Basic nutritional recommendations of adolescents practicing sports – summary.
1 .Monotony should be avoided in the diet of adolescents. There is no product, which would contain all the nutrients, therefore only varied nutrition, taking into account various food products is able to protect the body against the occurrence of nutritional deficiencies. Therefore, you should eat a variety of foods of both plant and animal origin every day (grain products, dairy, meat, vegetables and fruits).
2. Children and adolescents should eat regularly at least 4 meals a day, each day, starting with breakfast at home, with even breaks between meals and training, and with the proper distribution of energy throughout the day (breakfast – 30%, 2nd breakfast -10%, dinner – 40%, supper – 20%)
3. Milk, cheeses, yoghurts and kefirs (medium fat) two should be eaten, and even three times a day. Including these products in the diet ensures a young body with an adequate supply of calcium, and in addition, it is a good source of wholesome protein and vitamins B2 and B12.

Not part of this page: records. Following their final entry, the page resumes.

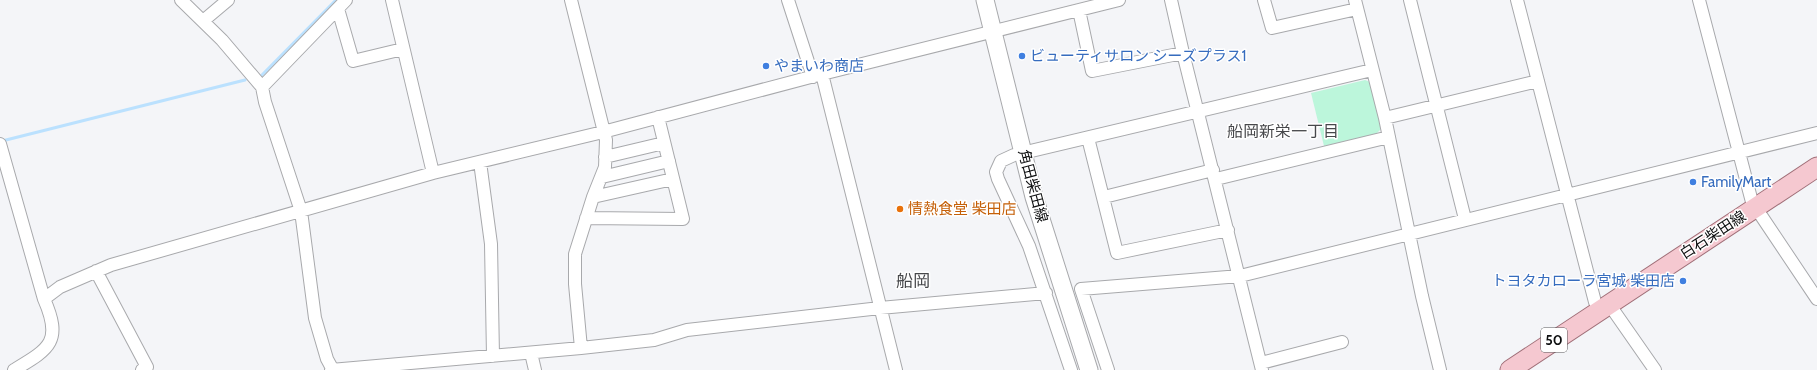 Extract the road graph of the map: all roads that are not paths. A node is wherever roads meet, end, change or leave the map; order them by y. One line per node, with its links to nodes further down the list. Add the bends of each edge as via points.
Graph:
1 (181, 0): 16 (street)
2 (228, 0): 16 (street)
3 (392, 0): 18 (street)
4 (571, 0): 28 (street)
5 (788, 0): 21 (street)
6 (985, 0): 17 (main road, 角田柴田線)
7 (1119, 0): 15 (street)
8 (1171, 0): 19 (street)
9 (1264, 0): 14 (street, via 1272,28)
10 (1410, 0): 24 (street)
11 (1517, 0): 22 (street)
12 (1699, 0): 35 (street)
13 (342, 4): 18 (street, via 353,61); 23 (street)
14 (1356, 4): 20 (street)
15 (1079, 10): 17 (street); 19 (street, via 1092,71)
16 (203, 21): 23 (street)
17 (993, 32): 21 (street); 34 (main road, 角田柴田線)
18 (403, 49): 40 (street)
19 (1183, 53): 25 (street)
20 (1372, 70): 25 (street); 27 (street)
21 (818, 75): 26 (street); 59 (street)
22 (1538, 81): 24 (street); 44 (street)
23 (262, 87): 48 (street)
24 (1437, 106): 27 (street); 50 (street)
25 (1198, 112): 31 (street); 41 (street)
26 (658, 117): 28 (street); 32 (street)
27 (1385, 118): 30 (street)
28 (603, 132): 36 (street, via 606,140); 38 (street)
29 (1817, 133): 35 (street)
30 (1389, 137): 41 (street); 52 (street)
31 (1088, 138): 34 (street); 46 (street)
32 (664, 143): 36 (street); 37 (street)
33 (0, 144): 57 (street)
34 (1023, 153): 55 (street, via 1005,158 996,172 1029,246); 72 (main road, 角田柴田線, via 1034,197)
35 (1738, 153): 44 (street); 47 (street)
36 (605, 157): 42 (street)
37 (669, 161): 42 (street); 43 (street)
38 (480, 162): 40 (street); 63 (street, via 491,244)
39 (1817, 167): 47 (main road, 白石柴田線 / 50)
40 (433, 173): 48 (street)
41 (1214, 175): 46 (street); 51 (street)
42 (602, 176): 45 (street)
43 (673, 179): 45 (street); 49 (street, via 683,219)
44 (1566, 195): 50 (street); 58 (street, via 1594,302)
45 (593, 197): 49 (street)
46 (1104, 197): 51 (street, via 1117,253)
47 (1755, 208): 56 (street); 58 (main road, 白石柴田線 / 50)
48 (301, 211): 53 (street); 68 (street, via 315,318)
49 (586, 218): 61 (street, via 575,254)
50 (1464, 219): 52 (street)
51 (1228, 230): 54 (street)
52 (1409, 234): 54 (street); 74 (street)
53 (96, 271): 57 (street, via 60,287); 67 (street, via 147,367)
54 (1240, 276): 64 (street); 73 (street, via 1081,289)
55 (1046, 293): 59 (street); 71 (street)
56 (1817, 299)
57 (44, 300): 66 (street, via 52,317 50,344 38,356)
58 (1604, 307): 65 (main road, 白石柴田線 / 50); 75 (street)
59 (880, 308): 61 (street, via 687,330 654,340); 70 (street)
60 (1342, 342): 64 (street)
61 (581, 348): 62 (street)
62 (531, 353): 63 (street); 69 (street)
63 (493, 356): 68 (street)
64 (1262, 366)
65 (1514, 369)
66 (14, 370)
67 (142, 370)
68 (332, 370)
69 (535, 370)
70 (896, 370)
71 (1071, 370)
72 (1089, 370)
73 (1108, 370)
74 (1440, 370)
75 (1655, 370)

4. Meat and cold cuts are a good source of animal protein. In the diet of adolescents, particular attention should be paid to the consumption of fish, which should be eaten 3-4 times a week Other meats should be selected in a moderate amount of fat, poultry is especially recommended (chickens and turkeys) and veal.
5. Adolescents should consume a lot of wholemeal grain products due to their high mineral content, fiber and vitamins. Wholemeal bread is especially recommended, oatmeal and all kinds of coarse groats.
6. Vegetables and fruit should be eaten daily, having them at every meal. Adolescents who play sports should consume from 1,0 do 1,2 kg of these products in total.
7. In the case of young athletes, it is very important to hydrate the body properly. Body fluids lost with sweat should be replaced in the form of appropriate drinks, consumed during training and after its completion, bearing in mind that you need to drink more than your desire indicates.
8. Adolescents should limit the consumption of fat, especially of animal origin. Cream butter is recommended for spreading, however, vegetable oils should be used for salads and salads.
9. You should be moderate in eating sugar and sweets. If possible, young athletes should eat fruit and vegetables instead of sweets.
10.Eating between meals plays a positive role, provided that they are not undesirable "fast foods". As snacks, they are recommended in, among others. fruit, soki, yoghurts, cheese, milk drinks, vegetables and vegetable salads, fruit or meat and vegetables.
11 .Only these people are allowed to lose weight, who have adequate adipose tissue. The only healthy and recommended method of weight loss is to use a properly balanced diet with a negative energy balance.
Let's remember, rational nutrition alone is not a guarantee of the athlete's success or good health, however, without proper nutrition, adapted to the age, sex and physical activity of the young person, it is impossible to use its potential and maintain optimal development and health.